Will moving code into kernel space give more precise timing?

Asked 25/12, 2011 at 0:13 Answered 17/2, 2013 at 4:44

Background information:

I presently have a hardware device that connects to the USB port. The hardware device is responsible sending out precise periodic messages onto various networks that it, in turn, connects too. Inside the hardware device I have a couple Microchip dsPICs. There are two modes of operation.

One scenario is where send simple "jobs" down to the dsPICs that, in turn, can send out the precise messages with .001ms accuracy. This architecture is not ideal for more complex messaging where we need to send a periodic packet that changes based on events going on within the PC application. So we have a second mode of operation where our PC application will send the periodic messages and the dsPICs simply convert and transmit in response. All this, by the way, is transparent to the end user of our software. Our hardware device is a test tool used in the automotive field.

Currently, we use a USB to serial chip from FTDI and the FTDI Windows drivers to interface the hardware to our PC software.

The problem is that in mode two where we send messages from the PC, the best we are able to achieve is around 1ms on average hardware range. We are subjected to Windows kernel pre-emption. I've tried a number of "tricks" to improve things such as:

Making sure our reader & writer threads live on seperate CPU affinities when possible.
Increasing the thread priority of the writer while reducing that of the reader.
Informing the user to turn off screen saver and other applications when using our software.
Replacing createthread calls with CreateTimerQueueTimer calls.

All our software is written in C/C++. I'm very familiar and comfortable with advanced Windows programming; such as IO Completions, Overlapped I/O, lockless thread queues (really a design strategy), sockets, threads, semaphores, etc...

However, I know nothing about Windows driver development. I've read through a few papers on KMDF vs. UDMF vs. WDM.

I'm hoping a seasoned Windows kernel mode driver developer will respond here...

The next rev. of our hardware has the option to replace the FTDI chip and use either the dsPIC's USB interface or, possibly, port the open source Linux FTDI stuff to Windows and continue to use the FTDI chip within our custom driver. I think by going to a kernel mode driver on the PC side, I can establish a kernel driver that can send out periodic messages at more precise intervals without preemption and/or possibly taking advantage of DMA.
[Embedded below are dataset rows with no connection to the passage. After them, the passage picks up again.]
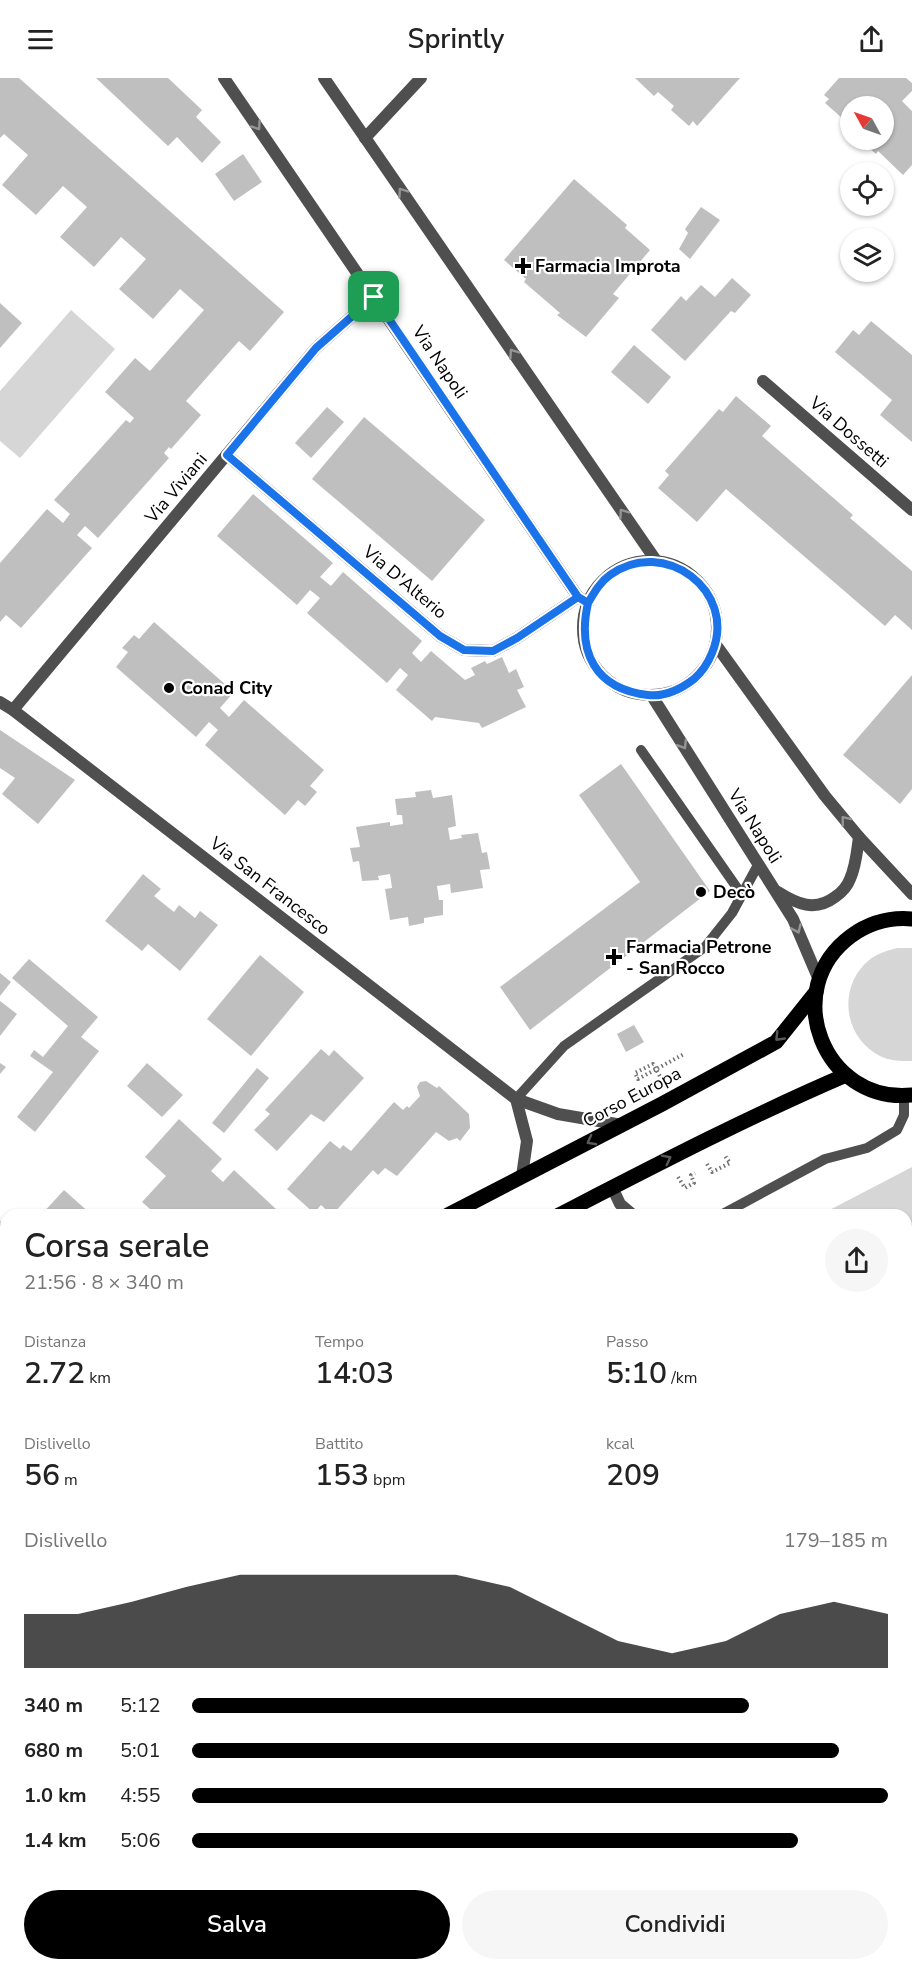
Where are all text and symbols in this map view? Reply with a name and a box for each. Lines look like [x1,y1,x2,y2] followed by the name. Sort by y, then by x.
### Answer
[408,21,504,58] text: Sprintly
[24,23,57,56] icon: menu
[855,23,888,56] icon: share
[840,96,894,150] north arrow
[840,96,894,282] map controls
[250,120,261,131] one-way arrow
[840,162,894,216] button: locate
[398,188,409,199] one-way arrow
[840,228,894,282] button: layers
[535,254,681,278] place label: Farmacia Improta
[516,259,530,273] marker: Farmacia Improta
[348,271,399,322] pin
[357,280,390,313] icon: arrive
[406,320,473,403] street label: Via Napoli
[509,348,520,359] one-way arrow
[804,390,894,473] street label: Via Dossetti
[139,448,212,529] street label: Via Viviani
[619,509,630,520] one-way arrow
[357,539,452,624] street label: Via D'Alterio
[181,676,273,700] place label: Conad City
[162,681,176,695] marker: Conad City
[676,739,688,749] one-way arrow
[722,783,787,868] street label: Via Napoli
[841,816,852,827] one-way arrow
[204,831,335,941] street label: Via San Francesco
[713,880,755,904] place label: Decò
[694,885,708,899] marker: Decò
[790,922,802,933] one-way arrow
[626,935,772,980] place label: Farmacia Petrone - San Rocco
[607,950,621,964] marker: Farmacia Petrone - San Rocco
[775,1030,786,1040] one-way arrow
[579,1061,685,1133] street label: Corso Europa
[586,1134,597,1145] one-way arrow
[660,1155,671,1166] one-way arrow
[24,1224,210,1269] text: Corsa serale
[825,1229,888,1292] button: share
[24,1269,184,1296] text: 21:56 · 8 × 340 m
[24,1331,86,1353] text: Distanza
[315,1331,364,1353] text: Tempo
[606,1331,649,1353] text: Passo
[24,1353,85,1394] text: 2.72
[315,1353,394,1394] text: 14:03
[606,1353,667,1394] text: 5:10
[85,1367,111,1389] text: km
[667,1367,697,1389] text: /km
[24,1433,91,1455] text: Dislivello
[315,1433,363,1455] text: Battito
[606,1433,634,1455] text: kcal
[24,1455,60,1496] text: 56
[315,1455,369,1496] text: 153
[606,1455,660,1496] text: 209
[60,1469,78,1491] text: m
[369,1469,405,1491] text: bpm
[24,1527,107,1554] text: Dislivello
[784,1527,888,1554] text: 179–185 m
[24,1692,83,1719] text: 340 m
[120,1692,161,1719] text: 5:12
[24,1737,83,1764] text: 680 m
[120,1737,161,1764] text: 5:01
[24,1782,87,1809] text: 1.0 km
[120,1782,161,1809] text: 4:55
[24,1827,87,1854] text: 1.4 km
[120,1827,161,1854] text: 5:06
[24,1890,450,1959] button: Salva
[462,1890,888,1959] button: Condividi

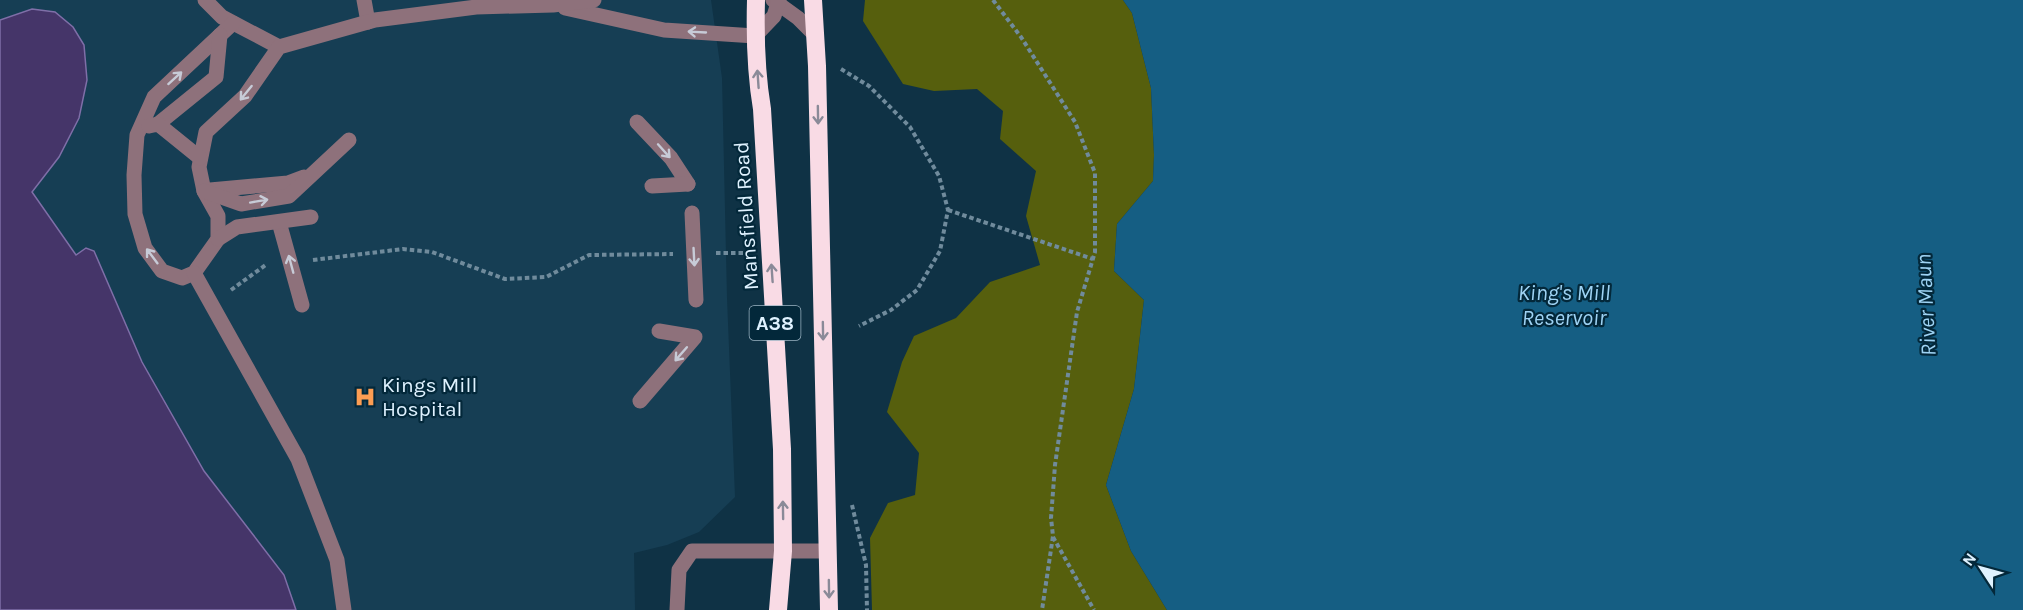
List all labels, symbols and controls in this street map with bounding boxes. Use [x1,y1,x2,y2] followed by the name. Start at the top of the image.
[688,27,707,38] one-way arrow
[752,69,763,89] one-way arrow
[167,71,182,85] one-way arrow
[240,85,253,101] one-way arrow
[813,104,824,124] one-way arrow
[729,141,763,291] street label: Mansfield Road
[657,144,671,159] one-way arrow
[249,195,269,206] one-way arrow
[689,246,700,266] one-way arrow
[145,249,158,265] one-way arrow
[1910,253,1942,357] water label: River Maun
[284,254,296,273] one-way arrow
[766,264,777,283] one-way arrow
[1518,280,1610,331] water label: King's Mill Reservoir
[750,306,800,340] road number: A38
[817,320,829,340] one-way arrow
[674,346,688,361] one-way arrow
[382,373,477,421] place label: Kings Mill Hospital
[353,385,377,409] hospital icon: Kings Mill Hospital
[777,500,789,520] one-way arrow
[1951,538,2011,598] north arrow
[1958,549,1980,570] text: N
[823,578,835,598] one-way arrow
We have a competitor in our business who I think does exactly something similar with their tools. As far as I know, user space applications can not schedule a thread any better than 1ms. We currently use timeGetTime in a thread. I've experiemented with timer queues (via CreateTimerQueueTimer) with no real improvement.

Is a WDM the correct approach to achieve more precise timing?

Our competitor some how is achieveing very precise timing from Windows driven signals to their hardware and they do load a kernel driver (.sys) and their device runs over USB2.0 as does ours.

If WDM is the way to go, can I get some advise on what kernel functions I should be studying for setting up the timings? Thanks for reading

Tanaka answered 25/12, 2011 at 0:13 Comment(6)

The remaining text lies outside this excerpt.